L’ideologo del regime dei Khmer rossi e l’uomo che fu capo di Stato dell’allora Kampuchea democratica sono a processo per accertare le eventuali responsabilità nei crimini commessi durante il governo di Pol Pot. Il secondo procedimento nel caso 002 del Tribunale speciale per i crimini in Cambogia vede alla sbarra i due ormai ottuagenari Nuon Chea e Khieu Samphan. Tra poco più di una settimana, il 7 agosto, gli stessi due imputati conosceranno anche il verdetto del primo processo che li vede coinvolti e per il quale rischiano il carcere a vita. Le accuse nel primo procedimento riguardavano i trasferimenti forzati della popolazione dalle città alla campagna, dopo che i Khmer rossi, gli uomini vestiti in nero, presero la capitale Phnom Penh, nell’aprile 1975, e le esecuzioni dei soldati del regime del generale Lon Nol.

Il secondo processo, la cui fase preliminare è iniziata oggi, potrebbe invece dare una rappresentazione più ampia dei crimini commessi durante il periodo al potere dei seguaci di Pol Pot nel tentativo di instaurare un’utopistica società egualitaria e agraria, che rompesse completamente con il passato. Gli imputati dovranno rispondere delle persecuzioni di vietnamiti e musulmani; dei matrimoni forzati, degli stupri e di quanto accadeva nei centri di sorveglianza e detenzione, primo tra tutti la famigerata scuola-carcere di Tuol Sleng che oggi è il museo memoriale del genocidio che tra il 1975 e il 1979 causò la morte di 1,7 milioni di cambogiani.

Il verdetto del 7 agosto potrebbe di fatto incidere sui lavori del secondo processo. Il primo procedimento pone di fatto le fondamenta di quello il cui iter ha preso via oggi e che si dovrebbe protrarre fino al 2016. A dire che il procedimento sarà più interessante di quello che si è chiuso lo scorso ottobre, ora in attesa di sentenza, sono gli stessi legali di Nuon Chea. L’ormai 88enne ideologo del regime, dicono, potrebbe infatti cogliere l’occasione per dare la propria versione di quanto accaduto.

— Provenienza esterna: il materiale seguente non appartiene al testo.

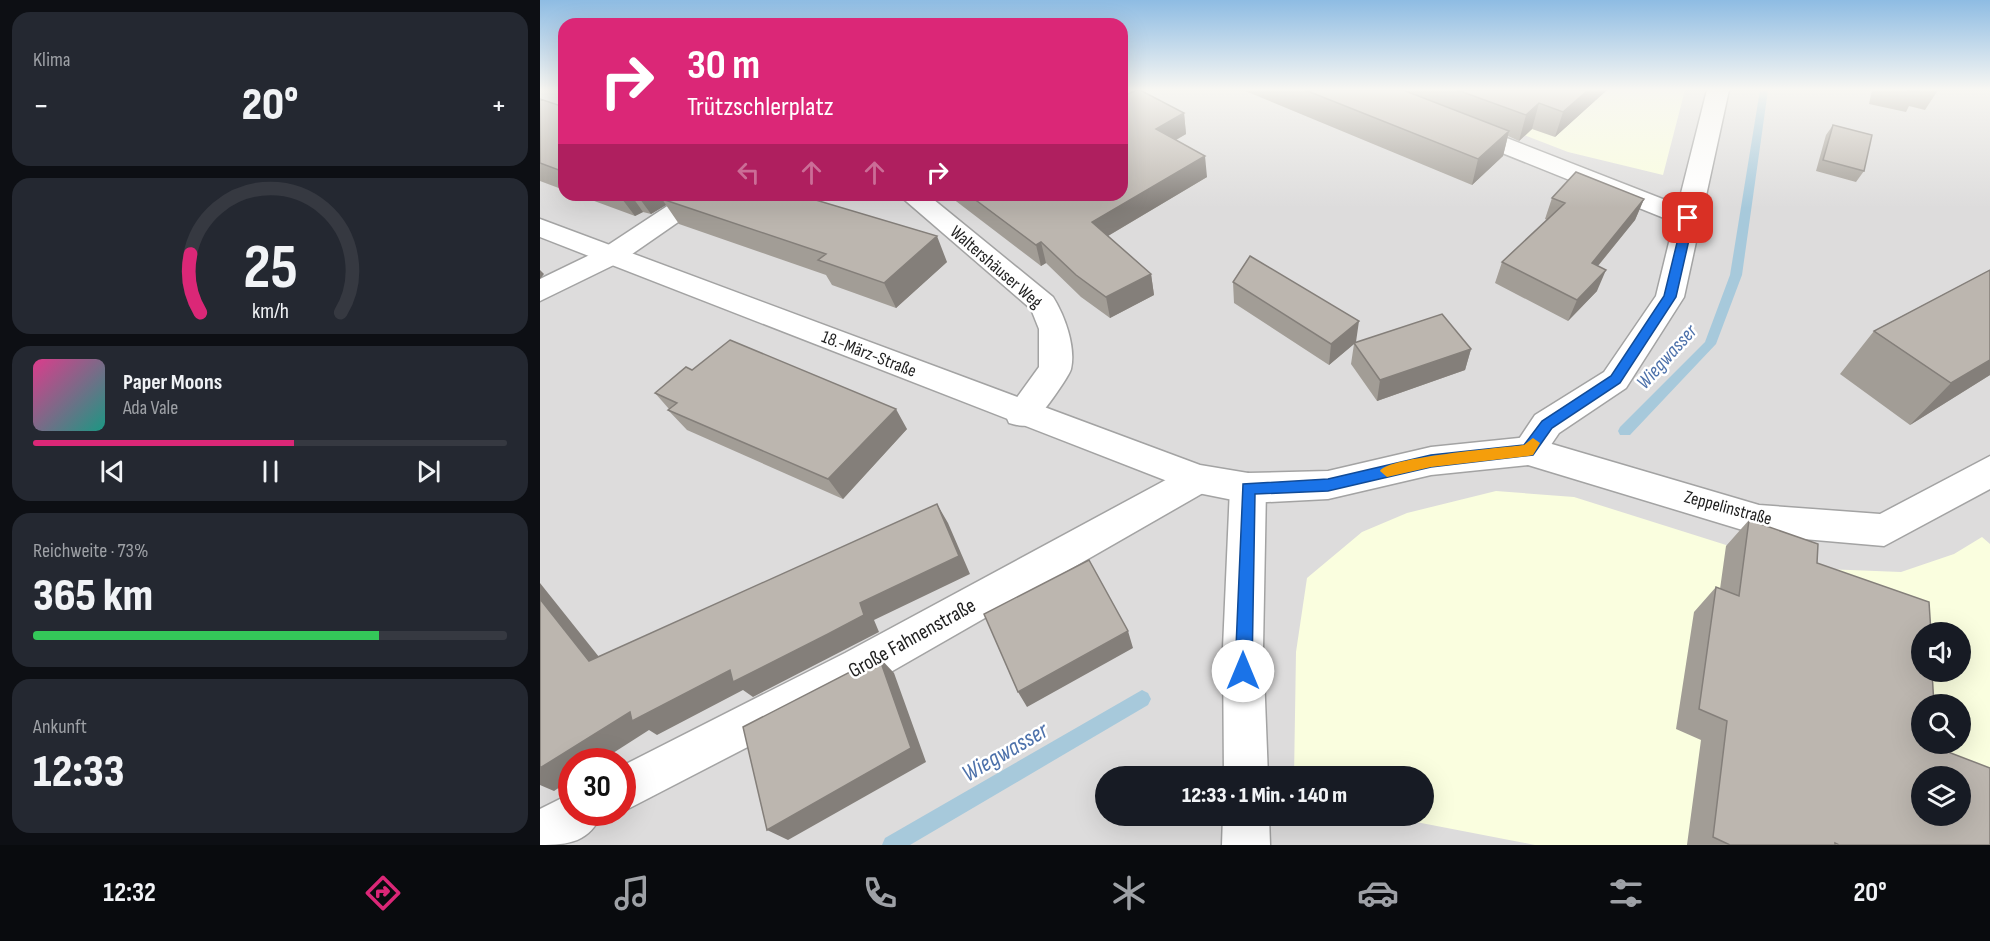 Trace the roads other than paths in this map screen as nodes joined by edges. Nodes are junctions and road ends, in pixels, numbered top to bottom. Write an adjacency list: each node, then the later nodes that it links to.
1 (1463, 129): 5 (street)
2 (1709, 129): 5 (street)
3 (692, 201): 7 (street)
4 (919, 201): 9 (street, Waltershäuser Weg)
5 (1688, 218): 10 (street)
6 (540, 227): 7 (street, 18.-März-Straße)
7 (612, 255): 8 (street); 9 (street, 18.-März-Straße)
8 (540, 291)
9 (1021, 414): 12 (street, 18.-März-Straße)
10 (1528, 451): 11 (street, Zeppelinstraße); 13 (street, 18.-März-Straße)
11 (1990, 470)
12 (1198, 479): 13 (street, 18.-März-Straße); 15 (street, Große Fahnenstraße)
13 (1248, 488): 14 (street)
14 (1245, 766)
15 (636, 783)
16 (558, 825): 18 (street)
17 (1246, 826): 19 (street)
18 (540, 835)
19 (1246, 845)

Come commenta il Phnom Penh Post la chiusura del secondo processo contro i maggiorenti ancora in vita del regime potrebbe tuttavia rivelarsi il canto del cigno del Tribunale speciale sostenuto dalle Nazioni Unite, istituito nel 2006, anni dopo la morte nel 1998 di Pol Pot.

Il percorso fin qui non è stato dei più semplici. In attesa del 7 agosto, al momento è stata emessa un’unica sentenza: la condanna in appello all’ergastolo per il compagno Duch, direttore del carcere di Tuol Sleng, meglio noto con la sigla S-21 nel quale trovarono la morte almeno 15 mila cambogiani. Alle difficoltà economiche che l’anno scorso hanno portato a diversi scioperi del personale cambogiano, che reclamava gli stipendi non pagati, si affianca la veneranda età degli imputati. Degli originari quattro imputati, quando il processo iniziò a novembre del 2011, ne sono rimasti soltanto due.

Ieng Sary, ex ministro degli Esteri del regime, è morto a marzo dello scorso anno ormai 87 anni, mentre la moglie Ieng Thirth, che rivestì l’incarico di ministro per gli Affari sociali, fu invece dichiarata inadatta a sostenere il processo. Gli altri ostacoli sono di natura politica e riguardano le pressioni che intralciano i casi 003 e 004, che coinvolgono altri ex khmer rossi, accusati per quelli che sono stati crimini contro l’umanità. Potrebbero infatti colpire personaggi ora vicini alla classe politica e dirigenziale del Paese, come denunciato lo scorso settembre da Human Rights Watch, che ha puntato il dito contro la riluttanza del governo cambogiano a finanziare il tribunale.